_PROBLEM TO WORK ON:_
The records appear below. Copy each one exactly.

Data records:
*-*-*
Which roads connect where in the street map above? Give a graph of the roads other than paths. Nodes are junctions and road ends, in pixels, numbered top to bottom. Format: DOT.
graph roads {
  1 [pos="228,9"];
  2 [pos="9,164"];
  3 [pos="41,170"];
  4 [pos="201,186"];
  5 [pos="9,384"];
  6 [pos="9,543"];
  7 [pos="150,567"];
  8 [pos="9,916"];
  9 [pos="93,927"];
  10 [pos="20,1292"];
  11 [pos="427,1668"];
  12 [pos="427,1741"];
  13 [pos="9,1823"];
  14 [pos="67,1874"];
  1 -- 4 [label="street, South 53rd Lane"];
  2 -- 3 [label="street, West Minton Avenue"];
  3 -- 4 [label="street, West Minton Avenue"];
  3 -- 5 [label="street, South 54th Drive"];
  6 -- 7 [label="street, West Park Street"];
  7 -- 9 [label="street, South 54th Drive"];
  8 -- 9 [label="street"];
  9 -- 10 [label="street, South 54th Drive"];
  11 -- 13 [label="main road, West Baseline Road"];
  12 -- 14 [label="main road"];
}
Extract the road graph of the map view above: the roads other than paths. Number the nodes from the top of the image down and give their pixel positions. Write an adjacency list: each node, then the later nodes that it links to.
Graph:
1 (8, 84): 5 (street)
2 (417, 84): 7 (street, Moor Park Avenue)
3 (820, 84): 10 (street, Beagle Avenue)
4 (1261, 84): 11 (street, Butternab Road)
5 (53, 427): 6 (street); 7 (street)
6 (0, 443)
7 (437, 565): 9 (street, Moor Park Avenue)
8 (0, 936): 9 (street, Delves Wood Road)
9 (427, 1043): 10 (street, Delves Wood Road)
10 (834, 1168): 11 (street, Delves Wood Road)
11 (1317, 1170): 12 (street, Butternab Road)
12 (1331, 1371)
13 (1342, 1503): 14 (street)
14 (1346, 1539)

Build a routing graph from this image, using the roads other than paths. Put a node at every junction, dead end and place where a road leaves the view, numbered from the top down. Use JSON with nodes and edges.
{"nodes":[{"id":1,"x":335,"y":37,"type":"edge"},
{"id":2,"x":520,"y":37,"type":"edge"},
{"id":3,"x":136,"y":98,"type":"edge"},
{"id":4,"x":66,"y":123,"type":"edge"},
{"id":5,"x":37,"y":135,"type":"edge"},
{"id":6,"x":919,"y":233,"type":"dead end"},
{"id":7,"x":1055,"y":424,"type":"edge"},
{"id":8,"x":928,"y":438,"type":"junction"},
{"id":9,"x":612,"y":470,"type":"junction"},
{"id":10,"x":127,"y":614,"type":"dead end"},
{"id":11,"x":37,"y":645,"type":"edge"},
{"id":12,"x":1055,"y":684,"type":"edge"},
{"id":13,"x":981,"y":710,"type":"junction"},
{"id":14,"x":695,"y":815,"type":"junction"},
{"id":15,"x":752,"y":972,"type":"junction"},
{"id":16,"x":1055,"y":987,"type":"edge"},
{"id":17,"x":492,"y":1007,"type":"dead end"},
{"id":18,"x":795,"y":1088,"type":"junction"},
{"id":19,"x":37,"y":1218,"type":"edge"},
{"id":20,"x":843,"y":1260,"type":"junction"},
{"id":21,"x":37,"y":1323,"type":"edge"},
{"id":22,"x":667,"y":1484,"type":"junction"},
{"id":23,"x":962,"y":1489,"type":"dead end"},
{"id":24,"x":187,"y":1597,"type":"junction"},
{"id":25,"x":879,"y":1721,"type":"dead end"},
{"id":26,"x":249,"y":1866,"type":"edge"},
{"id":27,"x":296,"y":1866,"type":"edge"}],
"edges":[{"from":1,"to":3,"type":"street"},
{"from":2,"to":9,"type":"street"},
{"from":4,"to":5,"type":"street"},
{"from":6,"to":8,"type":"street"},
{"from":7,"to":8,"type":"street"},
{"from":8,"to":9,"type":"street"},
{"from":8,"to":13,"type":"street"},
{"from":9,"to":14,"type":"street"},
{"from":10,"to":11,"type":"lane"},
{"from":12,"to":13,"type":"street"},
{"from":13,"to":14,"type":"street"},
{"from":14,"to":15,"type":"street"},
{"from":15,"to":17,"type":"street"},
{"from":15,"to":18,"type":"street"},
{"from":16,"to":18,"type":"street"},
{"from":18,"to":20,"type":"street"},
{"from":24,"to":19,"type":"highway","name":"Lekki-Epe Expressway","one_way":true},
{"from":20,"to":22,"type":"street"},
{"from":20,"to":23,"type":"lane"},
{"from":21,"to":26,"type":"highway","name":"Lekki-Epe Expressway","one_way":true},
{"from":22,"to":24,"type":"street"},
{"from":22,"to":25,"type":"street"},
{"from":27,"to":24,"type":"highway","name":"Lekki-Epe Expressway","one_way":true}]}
*-*-*
_YOUR SOLUTION:_
Which roads connect where in the street map above? Give a graph of the roads other than paths. Nodes are junctions and road ends, in pixels, numbered top to bottom. Format: DOT.
graph roads {
  1 [pos="228,9"];
  2 [pos="9,164"];
  3 [pos="41,170"];
  4 [pos="201,186"];
  5 [pos="9,384"];
  6 [pos="9,543"];
  7 [pos="150,567"];
  8 [pos="9,916"];
  9 [pos="93,927"];
  10 [pos="20,1292"];
  11 [pos="427,1668"];
  12 [pos="427,1741"];
  13 [pos="9,1823"];
  14 [pos="67,1874"];
  1 -- 4 [label="street, South 53rd Lane"];
  2 -- 3 [label="street, West Minton Avenue"];
  3 -- 4 [label="street, West Minton Avenue"];
  3 -- 5 [label="street, South 54th Drive"];
  6 -- 7 [label="street, West Park Street"];
  7 -- 9 [label="street, South 54th Drive"];
  8 -- 9 [label="street"];
  9 -- 10 [label="street, South 54th Drive"];
  11 -- 13 [label="main road, West Baseline Road"];
  12 -- 14 [label="main road"];
}
Extract the road graph of the map view above: the roads other than paths. Number the nodes from the top of the image down and give their pixel positions. Write an adjacency list: each node, then the later nodes that it links to.
Graph:
1 (8, 84): 5 (street)
2 (417, 84): 7 (street, Moor Park Avenue)
3 (820, 84): 10 (street, Beagle Avenue)
4 (1261, 84): 11 (street, Butternab Road)
5 (53, 427): 6 (street); 7 (street)
6 (0, 443)
7 (437, 565): 9 (street, Moor Park Avenue)
8 (0, 936): 9 (street, Delves Wood Road)
9 (427, 1043): 10 (street, Delves Wood Road)
10 (834, 1168): 11 (street, Delves Wood Road)
11 (1317, 1170): 12 (street, Butternab Road)
12 (1331, 1371)
13 (1342, 1503): 14 (street)
14 (1346, 1539)

Build a routing graph from this image, using the roads other than paths. Put a node at every junction, dead end and place where a road leaves the view, numbered from the top down. Use JSON with nodes and edges.
{"nodes":[{"id":1,"x":335,"y":37,"type":"edge"},
{"id":2,"x":520,"y":37,"type":"edge"},
{"id":3,"x":136,"y":98,"type":"edge"},
{"id":4,"x":66,"y":123,"type":"edge"},
{"id":5,"x":37,"y":135,"type":"edge"},
{"id":6,"x":919,"y":233,"type":"dead end"},
{"id":7,"x":1055,"y":424,"type":"edge"},
{"id":8,"x":928,"y":438,"type":"junction"},
{"id":9,"x":612,"y":470,"type":"junction"},
{"id":10,"x":127,"y":614,"type":"dead end"},
{"id":11,"x":37,"y":645,"type":"edge"},
{"id":12,"x":1055,"y":684,"type":"edge"},
{"id":13,"x":981,"y":710,"type":"junction"},
{"id":14,"x":695,"y":815,"type":"junction"},
{"id":15,"x":752,"y":972,"type":"junction"},
{"id":16,"x":1055,"y":987,"type":"edge"},
{"id":17,"x":492,"y":1007,"type":"dead end"},
{"id":18,"x":795,"y":1088,"type":"junction"},
{"id":19,"x":37,"y":1218,"type":"edge"},
{"id":20,"x":843,"y":1260,"type":"junction"},
{"id":21,"x":37,"y":1323,"type":"edge"},
{"id":22,"x":667,"y":1484,"type":"junction"},
{"id":23,"x":962,"y":1489,"type":"dead end"},
{"id":24,"x":187,"y":1597,"type":"junction"},
{"id":25,"x":879,"y":1721,"type":"dead end"},
{"id":26,"x":249,"y":1866,"type":"edge"},
{"id":27,"x":296,"y":1866,"type":"edge"}],
"edges":[{"from":1,"to":3,"type":"street"},
{"from":2,"to":9,"type":"street"},
{"from":4,"to":5,"type":"street"},
{"from":6,"to":8,"type":"street"},
{"from":7,"to":8,"type":"street"},
{"from":8,"to":9,"type":"street"},
{"from":8,"to":13,"type":"street"},
{"from":9,"to":14,"type":"street"},
{"from":10,"to":11,"type":"lane"},
{"from":12,"to":13,"type":"street"},
{"from":13,"to":14,"type":"street"},
{"from":14,"to":15,"type":"street"},
{"from":15,"to":17,"type":"street"},
{"from":15,"to":18,"type":"street"},
{"from":16,"to":18,"type":"street"},
{"from":18,"to":20,"type":"street"},
{"from":24,"to":19,"type":"highway","name":"Lekki-Epe Expressway","one_way":true},
{"from":20,"to":22,"type":"street"},
{"from":20,"to":23,"type":"lane"},
{"from":21,"to":26,"type":"highway","name":"Lekki-Epe Expressway","one_way":true},
{"from":22,"to":24,"type":"street"},
{"from":22,"to":25,"type":"street"},
{"from":27,"to":24,"type":"highway","name":"Lekki-Epe Expressway","one_way":true}]}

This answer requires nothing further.